==== Dataset

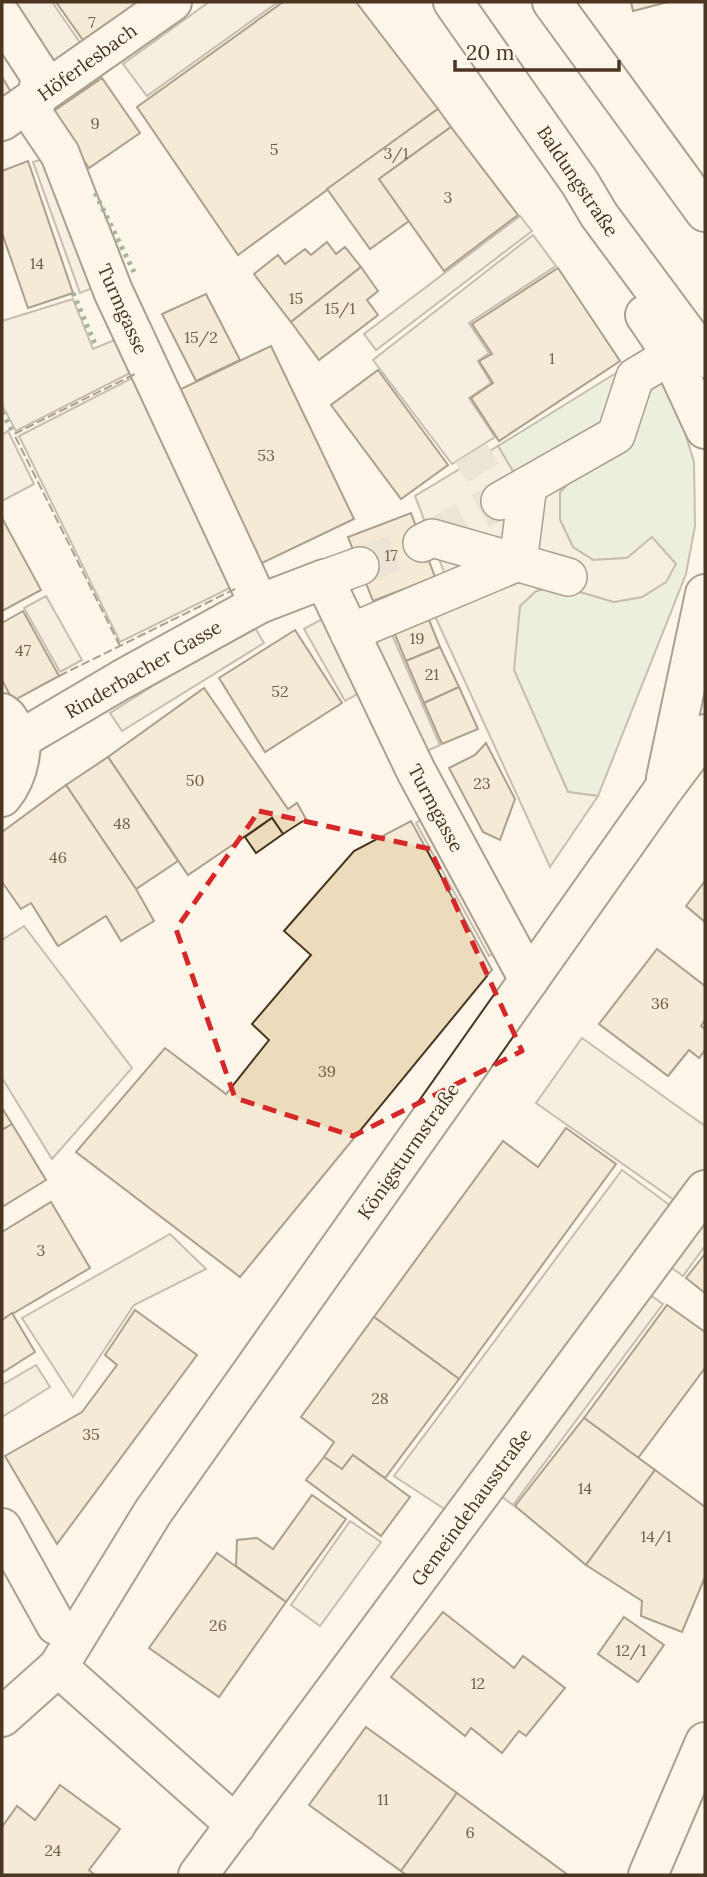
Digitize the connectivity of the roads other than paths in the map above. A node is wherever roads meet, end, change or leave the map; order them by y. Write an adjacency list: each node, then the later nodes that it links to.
1 (172, 2): 5 (street, Höferlesbach)
2 (453, 2): 8 (street, Baldungstraße)
3 (552, 2): 7 (street)
4 (2, 17): 5 (street, Turmgasse)
5 (37, 99): 6 (street, Höferlesbach); 18 (street, Turmgasse)
6 (2, 121)
7 (702, 204)
8 (599, 215): 9 (street, Baldungstraße); 11 (street)
9 (705, 358)
10 (655, 365): 13 (street)
11 (705, 429)
12 (422, 542): 13 (street)
13 (518, 562): 15 (street); 19 (street)
14 (359, 566): 16 (street, Rinderbacher Gasse)
15 (568, 577)
16 (324, 579): 18 (street, Rinderbacher Gasse); 19 (street)
17 (705, 594): 24 (street)
18 (258, 604): 21 (street, Rinderbacher Gasse)
19 (349, 633): 26 (street, Turmgasse)
20 (705, 706): 24 (street, Königsturmstraße)
21 (12, 726): 25 (street, Rinderbacher Gasse)
22 (705, 734): 24 (street, Königsturmstraße)
23 (705, 757): 24 (street)
24 (663, 790): 26 (street, Königsturmstraße)
25 (2, 797)
26 (529, 979): 28 (street, Königsturmstraße)
27 (705, 1190): 35 (street, Gemeindehausstraße)
28 (153, 1511): 30 (street, Königsturmstraße); 31 (street, Königsturmstraße)
29 (2, 1528): 30 (street)
30 (56, 1625): 32 (street, Königsturmstraße)
31 (58, 1667): 33 (street, Königsturmstraße); 35 (street)
32 (2, 1707)
33 (2, 1717)
34 (705, 1742): 37 (street)
35 (236, 1825): 36 (street, Gemeindehausstraße)
36 (198, 1875)
37 (648, 1875)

========

Filter the entries above and return only the lines holding "Gemeindehausstraße".

• [Completed exercise]
27 (705, 1190): 35 (street, Gemeindehausstraße)
35 (236, 1825): 36 (street, Gemeindehausstraße)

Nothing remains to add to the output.